Johnson started his career in 1982 at the law firm of Sullivan and Cromwell, but in 1984, he joined the firm of Paul, Weiss, Rifkind, Wharton and Garrison. Johnson would move back and forth between that firm and government service right up to his appointment as DHS secretary. His first move into government service came in 1989, when he became an assistant U.S. attorney for the Southern District of New York.
During his stint in the U.S. Attorney’s office, Johnson worked on several prominent cases, including the prosecution of a former congressman, Robert Garcia, in the Wedtech scandal and the conviction of a New York state senator, Andrew Jenkins, for money laundering.
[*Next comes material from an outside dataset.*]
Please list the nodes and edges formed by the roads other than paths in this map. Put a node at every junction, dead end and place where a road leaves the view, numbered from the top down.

Johnson returned to Paul Weiss in 1992. While there, he unsuccessfully defended a client who had attempted to extort $5 million from McDonald’s with the client claiming he’d found a rat tail in his French fries. He had many more successes during his stints with the firm, however. He won while defending flooring company Armstrong World Industries in an anti-trust suit and successfully defended Citigroup and Salomon Smith Barney against claims.
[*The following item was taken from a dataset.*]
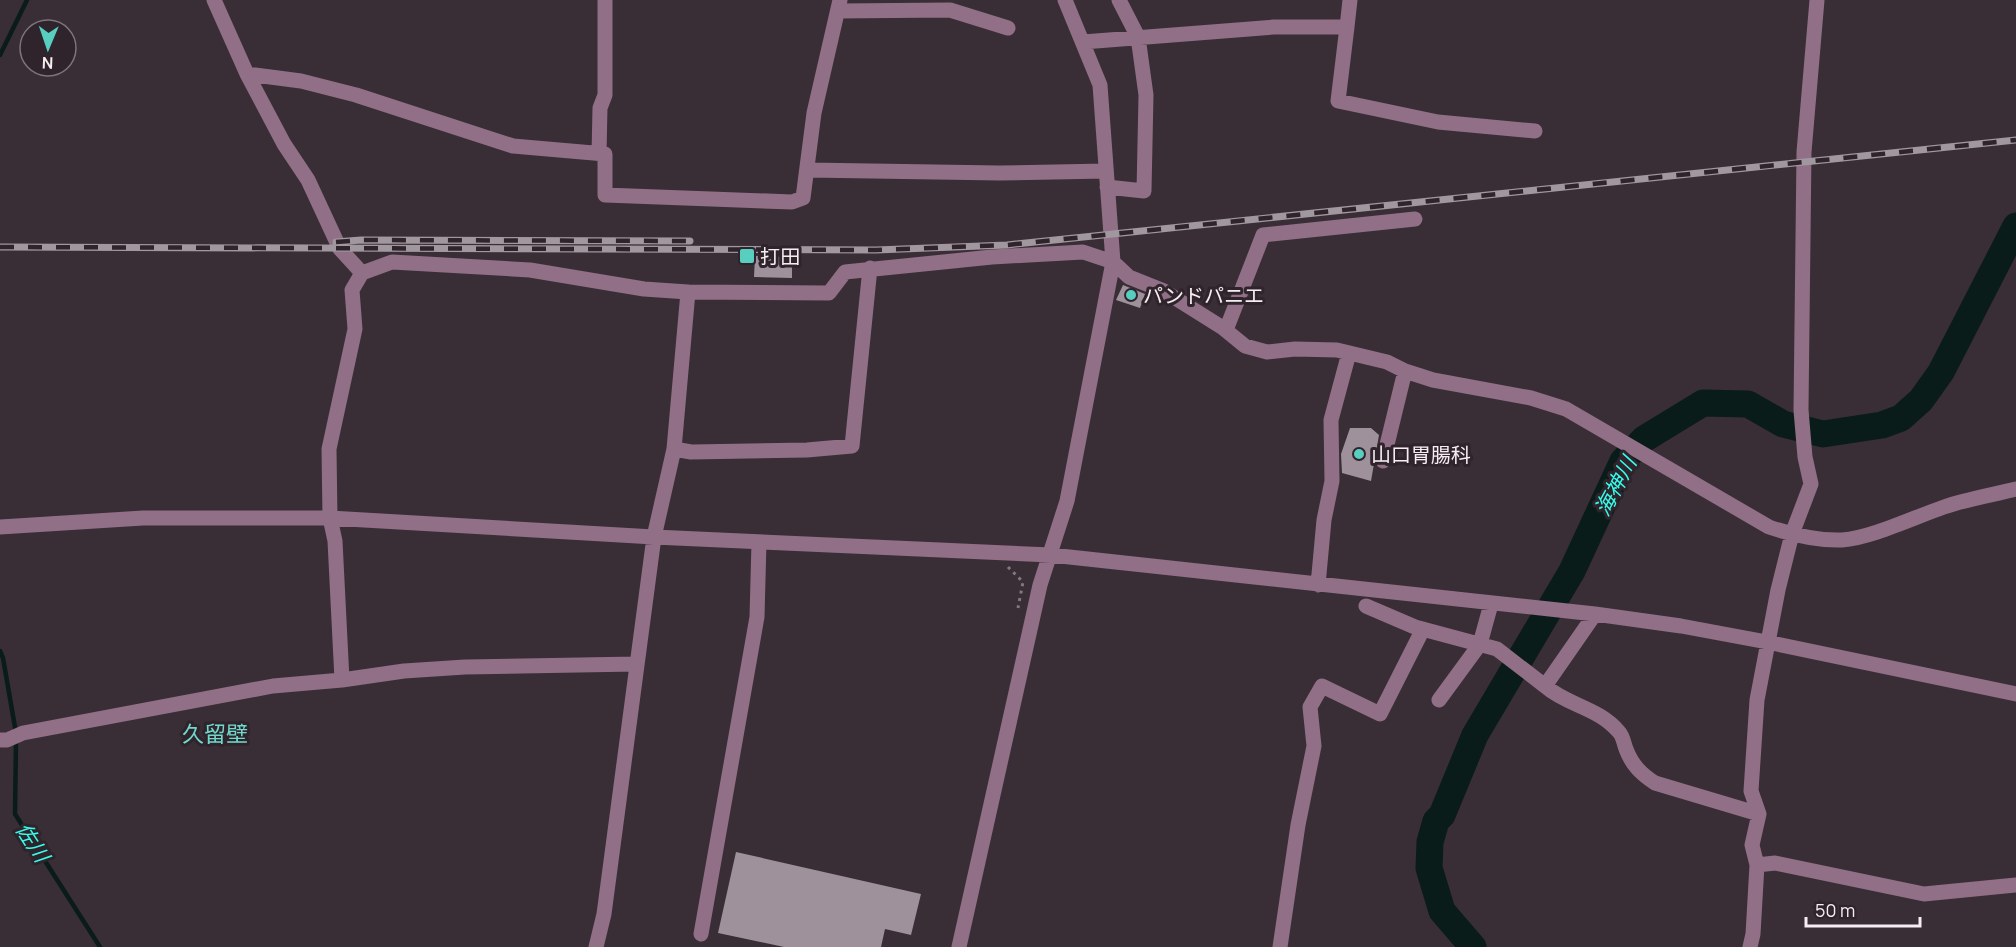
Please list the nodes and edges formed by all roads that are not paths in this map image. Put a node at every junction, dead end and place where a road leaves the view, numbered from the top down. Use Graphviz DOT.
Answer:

In 1998, President Bill Clinton asked Johnson to join his administration as general counsel of the Air Force. He served in that post until 2001 when, with the arrival of the George W. Bush administration, Johnson returned to Paul Weiss. He remained there until 2008, but did work in 2004 as a campaign advisor to then-Sen. John Kerry (D-Massachusetts) in his run for the presidency. In 2008, Johnson earned $2.6 million at Paul Weiss.
Johnson served as a foreign policy advisor in Barack Obama’s first presidential campaign. In addition, he was a major bundler of campaign funds in that race. After Obama’s inauguration, Johnson was named general counsel for the Department of Defense. One of his major achievements in that position was the co-authorship of a report on why the military’s Don’t Ask, Don’t Tell policy should be overturned. Congress took its recommendations to heart and now gays may serve openly in the armed forces.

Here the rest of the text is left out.